The linear_model module

Module contents

Logistic Regression

class LogisticRegression(X, y, penalty, dual, tol, C, fit_intercept, intercept_scaling, class_weight, random_state, solver, max_iter, verbose, warm_start, n_jobs, l1_ratio)

This class implements a logistic regression model. It is like the sklearn.linear_model.LogisticRegression class, but adds additional methods for calculating confidence intervals, p-values, and model summaries.

__init__(X, y, penalty, dual, tol, C, fit_intercept, intercept_scaling, class_weight, random_state, solver, max_iter, verbose, warm_start, n_jobs, l1_ratio)
Parameters:
  • X (Union[DataFrame, ndarray, None]) – A Pandas DataFrame or a NumPy array containing the model predictors.

  • y (Union[Series, ndarray, None]) – A Pandas Series or a NumPy array containing the model response.

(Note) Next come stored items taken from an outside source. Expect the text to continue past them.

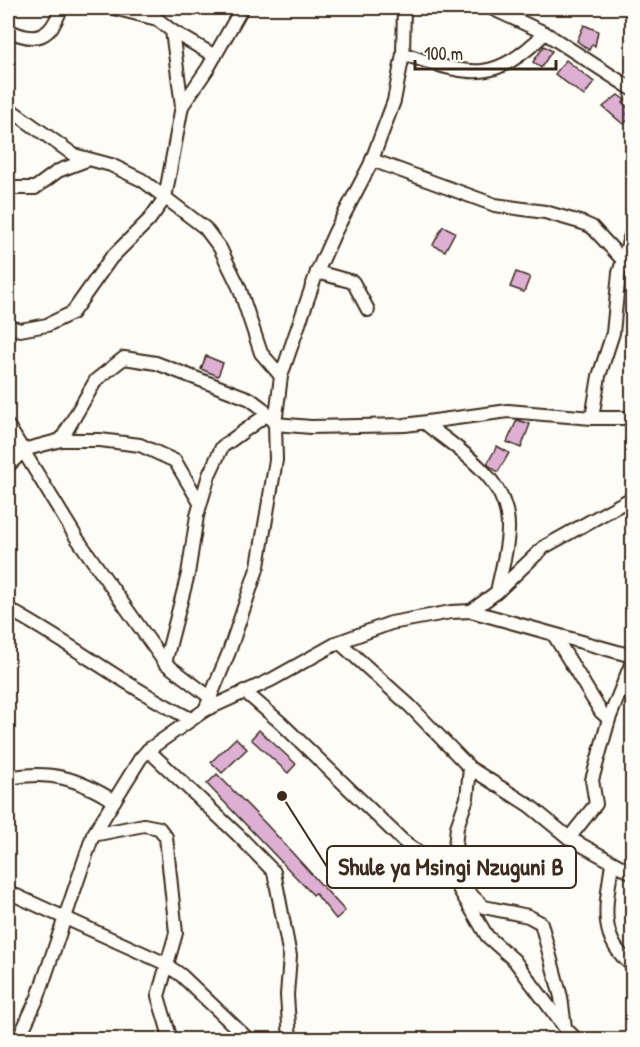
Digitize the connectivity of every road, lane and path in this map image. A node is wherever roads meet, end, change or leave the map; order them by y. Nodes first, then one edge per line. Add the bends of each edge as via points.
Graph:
1 (61, 8) edge
2 (114, 8) edge
3 (242, 8) edge
4 (404, 8) edge
5 (491, 8) edge
6 (8, 30) edge
7 (172, 31) junction
8 (545, 33) junction
9 (402, 54) junction
10 (215, 56) junction
11 (633, 89) edge
12 (182, 106) junction
13 (8, 108) edge
14 (87, 160) junction
15 (372, 160) junction
16 (8, 188) edge
17 (165, 198) junction
18 (633, 232) edge
19 (628, 265) edge
20 (317, 272) junction
21 (369, 310) dead end
22 (8, 326) edge
23 (281, 376) junction
24 (592, 418) junction
25 (633, 418) edge
26 (271, 419) junction
27 (425, 423) junction
28 (8, 426) edge
29 (61, 440) junction
30 (24, 450) junction
31 (8, 454) edge
32 (8, 466) edge
33 (633, 498) edge
34 (200, 503) junction
35 (497, 592) junction
36 (471, 611) junction
37 (9, 615) edge
38 (554, 635) junction
39 (339, 642) junction
40 (631, 656) edge
41 (165, 663) junction
42 (244, 691) junction
43 (211, 698) junction
44 (205, 710) junction
45 (191, 719) junction
46 (609, 719) junction
47 (148, 750) junction
48 (470, 768) junction
49 (8, 778) edge
50 (114, 801) junction
51 (93, 835) junction
52 (569, 838) junction
53 (612, 863) junction
54 (633, 873) edge
55 (452, 877) junction
56 (8, 892) edge
57 (64, 918) junction
58 (167, 965) junction
59 (633, 965) edge
60 (565, 1028) junction
61 (18, 1040) edge
62 (171, 1040) edge
63 (249, 1040) edge
64 (290, 1040) edge
65 (577, 1040) edge

1 - 6 street via 54,26 44,35 27,38
2 - 7 street via 157,19
3 - 10 street
4 - 9 street
5 - 8 street
7 - 10 street
7 - 12 street
8 - 9 street via 508,62 476,73
8 - 11 street
9 - 15 street via 394,101
10 - 12 street
12 - 17 street
13 - 14 street
14 - 16 street via 58,171 35,188
14 - 17 street via 131,174
15 - 19 street via 495,205 545,212 584,223
15 - 20 street
17 - 22 street via 111,258 72,313 47,325 20,330
17 - 23 street via 198,222 220,248 239,287 261,353
18 - 19 street
19 - 24 street via 617,282 613,333 599,376
20 - 21 street via 353,282
20 - 23 street
23 - 26 street
24 - 25 street
24 - 27 street via 508,411
26 - 27 street via 329,427
26 - 29 street via 250,399 156,363 122,359 96,380
26 - 34 street via 222,447 208,474
26 - 43 street via 276,460 258,566
27 - 35 street via 488,475 502,495 508,527
28 - 30 street
29 - 30 street
29 - 34 street via 140,445 160,453 180,466
30 - 31 street
30 - 32 street
30 - 41 street via 76,537
33 - 35 street via 544,547
34 - 41 street via 188,574
35 - 36 street
36 - 38 street
36 - 39 street via 391,623
37 - 45 street via 49,632
38 - 40 street
38 - 46 street via 602,715
39 - 42 street
39 - 48 street via 410,706
40 - 46 street
41 - 43 street
42 - 44 street
42 - 55 street via 402,840
43 - 44 street
44 - 45 street
45 - 47 street
46 - 52 street via 591,785 596,804
47 - 50 street
47 - 64 street via 274,872 290,956
48 - 52 street via 530,806
48 - 55 street via 467,798 457,827
49 - 50 street via 56,775 89,786
50 - 51 street
51 - 57 street
51 - 58 street via 144,825 159,828 166,837 176,933
52 - 53 street
53 - 54 street
53 - 59 street via 607,929 622,957
55 - 60 street via 487,936 514,960
55 - 60 street via 484,907 528,916 541,923 561,997
56 - 57 street
57 - 58 street
57 - 61 street via 38,997
58 - 62 street via 158,996
58 - 63 street
60 - 65 street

  • penalty (Literal['l1', 'l2', 'elasticnet']) – The type of penalty to use. Can be one of "none" (default). "l1", "l2", or "elasticnet".

  • dual (bool) – Whether to use the dual formulation of the problem.

  • tol (float) – The tolerance for convergence.

  • C (int) – The regularization strength.

  • fit_intercept (bool) – Whether to fit an intercept term.

  • intercept_scaling (int) – The scaling factor for the intercept term.

  • class_weight (Union[None, str, dict]) – None (default), “balanced” or a dictionary that maps class labels to weights.

  • random_state (int) – The random seed.

  • solver (Literal['lbfgs', 'liblinear', 'newton-cg', 'newton-cholesky', 'sag', 'saga']) – The solver to use. Can be one of "lbfgs" (default), "liblinear", "newton-cg", "newton-cholesky", "sag", or "saga".

  • max_iter (int) – The maximum number of iterations.

  • verbose (int) – The verbosity level.

  • warm_start (bool) – Whether to use the warm start.

  • n_jobs (int) – The number of jobs to use for parallel processing.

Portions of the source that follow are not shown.